Maravillosas eran esas tardes en que los nietos llenaban la casa y se escuchaba sonar el timbre indicando que llegaban más nietos. Su casa, inundada de niños. Algunos viendo tele en su cama, otros jugando ajedrez o pretendiendo saber jugar, otros en el patio buscando chanchitos de tierra en el desagüe o jugando con algo que pudiera servir como pelota y quebrando las plantas del jardín de la abuelita. Los nietos eran felices, tanto de ver a sus primos como de ir a la casa de la abuelita Olga.

El 25 de octubre de 2004 fue un gran día. En la casa de su hija menor se juntó toda la familia para celebrar lo que la abuelita Olga y el Tata Camilo habían construido en sus 50 años de matrimonio. Esa noche no faltó nadie y fue memorable. Las fotos, el video, las cuecas, las poesías, la demostración de talentos de los nietos, los saludos, las tallas, los niños comiendo escondidos debajo de la mesa, son cosas que quedaron en la memoria y corazones de todos.
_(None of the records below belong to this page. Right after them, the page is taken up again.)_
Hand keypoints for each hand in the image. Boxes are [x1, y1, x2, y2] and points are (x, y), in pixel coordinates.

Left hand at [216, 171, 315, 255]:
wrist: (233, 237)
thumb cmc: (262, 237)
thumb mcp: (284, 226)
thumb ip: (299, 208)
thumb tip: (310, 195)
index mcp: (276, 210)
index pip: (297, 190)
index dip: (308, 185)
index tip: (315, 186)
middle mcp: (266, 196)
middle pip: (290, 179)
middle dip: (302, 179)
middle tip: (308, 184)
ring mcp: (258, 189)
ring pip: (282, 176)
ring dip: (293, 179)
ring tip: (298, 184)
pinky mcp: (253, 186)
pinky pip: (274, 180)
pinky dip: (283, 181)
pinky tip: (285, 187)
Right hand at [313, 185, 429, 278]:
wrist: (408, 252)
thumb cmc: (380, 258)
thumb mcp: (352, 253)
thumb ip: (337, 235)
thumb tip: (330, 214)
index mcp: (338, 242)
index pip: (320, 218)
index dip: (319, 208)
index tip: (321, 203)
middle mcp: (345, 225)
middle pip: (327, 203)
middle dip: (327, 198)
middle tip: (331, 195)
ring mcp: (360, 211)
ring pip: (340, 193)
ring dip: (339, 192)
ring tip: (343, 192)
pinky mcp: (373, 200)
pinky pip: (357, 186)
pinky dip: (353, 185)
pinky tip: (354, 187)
En marzo de 2006, Olga asumió otro papel en la familia con el devenir de sus generaciones. Con el nacimiento de Ignacio, hijo de Yídelger Alexander, hijo de Nelson Edgardo, Olga inaugura su título bisabuela. La cuenta de sus bisnieto llega hoy a la quincena.
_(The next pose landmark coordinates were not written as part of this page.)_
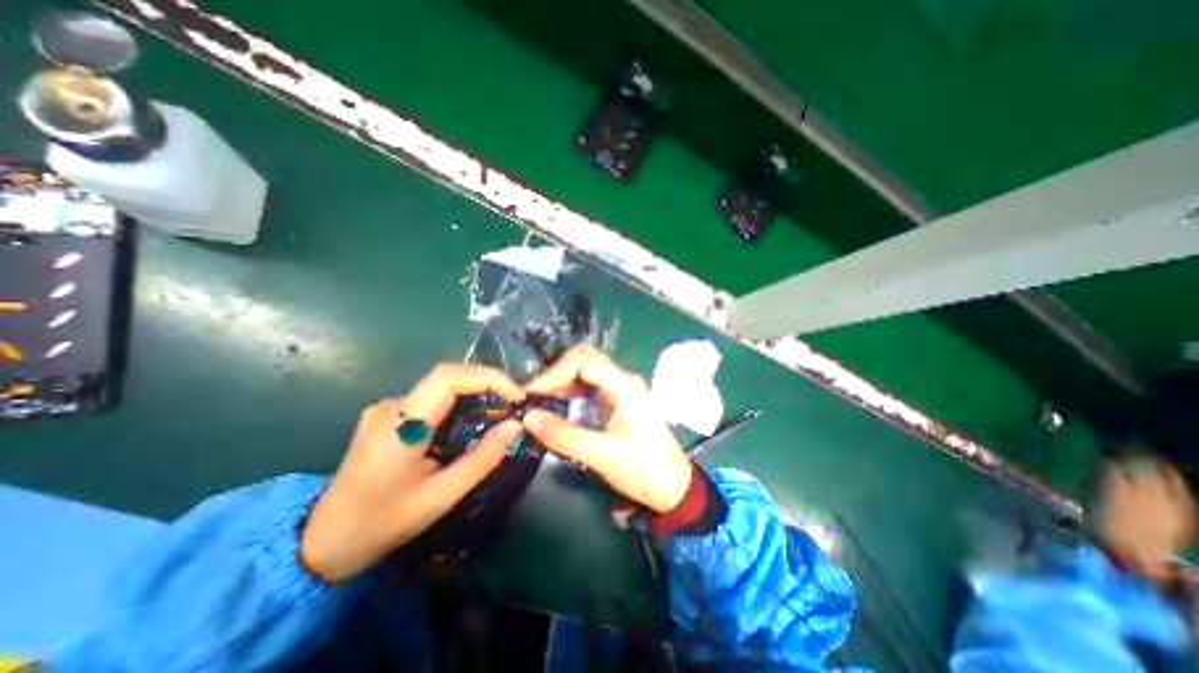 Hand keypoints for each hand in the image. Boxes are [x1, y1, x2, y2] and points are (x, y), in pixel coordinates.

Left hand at [297, 365, 521, 581]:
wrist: (321, 544)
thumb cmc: (381, 524)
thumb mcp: (440, 497)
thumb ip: (482, 459)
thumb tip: (515, 426)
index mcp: (400, 425)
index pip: (448, 377)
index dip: (489, 377)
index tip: (517, 396)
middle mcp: (392, 406)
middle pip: (448, 378)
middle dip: (487, 385)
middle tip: (514, 406)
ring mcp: (386, 409)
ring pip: (442, 388)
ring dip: (474, 396)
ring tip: (497, 418)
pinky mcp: (388, 416)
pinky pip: (432, 400)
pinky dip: (458, 406)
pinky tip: (467, 428)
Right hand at [522, 346, 688, 511]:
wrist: (674, 488)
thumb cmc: (643, 471)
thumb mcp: (602, 456)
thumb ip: (564, 436)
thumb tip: (528, 417)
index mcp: (624, 386)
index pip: (583, 361)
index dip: (554, 372)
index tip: (531, 393)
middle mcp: (624, 379)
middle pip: (585, 359)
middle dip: (557, 373)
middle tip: (534, 395)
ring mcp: (623, 388)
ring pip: (587, 370)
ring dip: (563, 381)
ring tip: (542, 401)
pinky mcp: (620, 400)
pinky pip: (592, 385)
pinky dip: (572, 390)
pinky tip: (560, 406)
Su cumpleaños de mayo de 2011 no fue como los demás, ya que la salud de su esposo no daba buen augurio. Los miedos se hicieron realidad nueve días después, cuando el apuesto joven que le había ido a golpear la puerta para pedir prestado un acordeón y que le había dado la mano y ese suave besito en la Plaza de Penco, falleció luego de haberla acompañado por 56 años y medio de matrimonio.
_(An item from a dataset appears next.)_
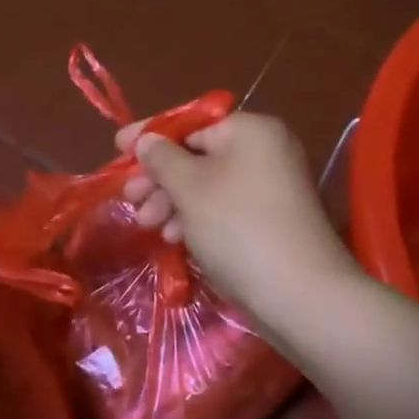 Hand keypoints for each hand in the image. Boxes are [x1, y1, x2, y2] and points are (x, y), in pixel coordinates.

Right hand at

La separación de con su esposo marcó un antes y un después en su estado de salud, el cual se fue deteriorando poco a poco, manifestándose es la demencia senil y el mal de Alzheimer.

En el último año, su salud comenzó a empeorar rápidamente. Luego de pasar por el cuidado de otros de sus hijos e hijas, su último hogar fue la casa de su hija Silvia. Ahí recibió todos los cuidados, atención y amor posible mientras esta mujer adulta volvía a ser una niña en el ocaso de su vida.

En realidad, su vida fue su familia y su mundo estaba poblado por su descendencia. Su felicidad eran sus nietos y sus últimas sonrisas fueron para sus bisnietos. 

En la fecha más extraña del calendario, un 29 de febrero de 2024, esa niña de carita de muñeca, de lindos ojos y mirada triste, dio su último respiro habiéndose en la matriarca de los Torrealba Ojeda. Cruzó el velo en una triste despedida, a la vez de un feliz reencuentro con todos quienes le antecedieron, incluido a Camilo, su esposo, que tanto extrañó, hasta la muerte. 

El Señor Jesucristo, en el Sermón del Monte, enseñó que “por sus frutos los conoceréis” (Mateo 5:16). ¿Cómo fue esta mujer, Olga del Carmen Ojeda Muñoz, en vida? Gran parte de sus frutos están en este salón. Son sus hijos, nietos y bisnietos. Ellos mismos son quienes hoy le honran, le despiden y le recordarán por siempre con amor.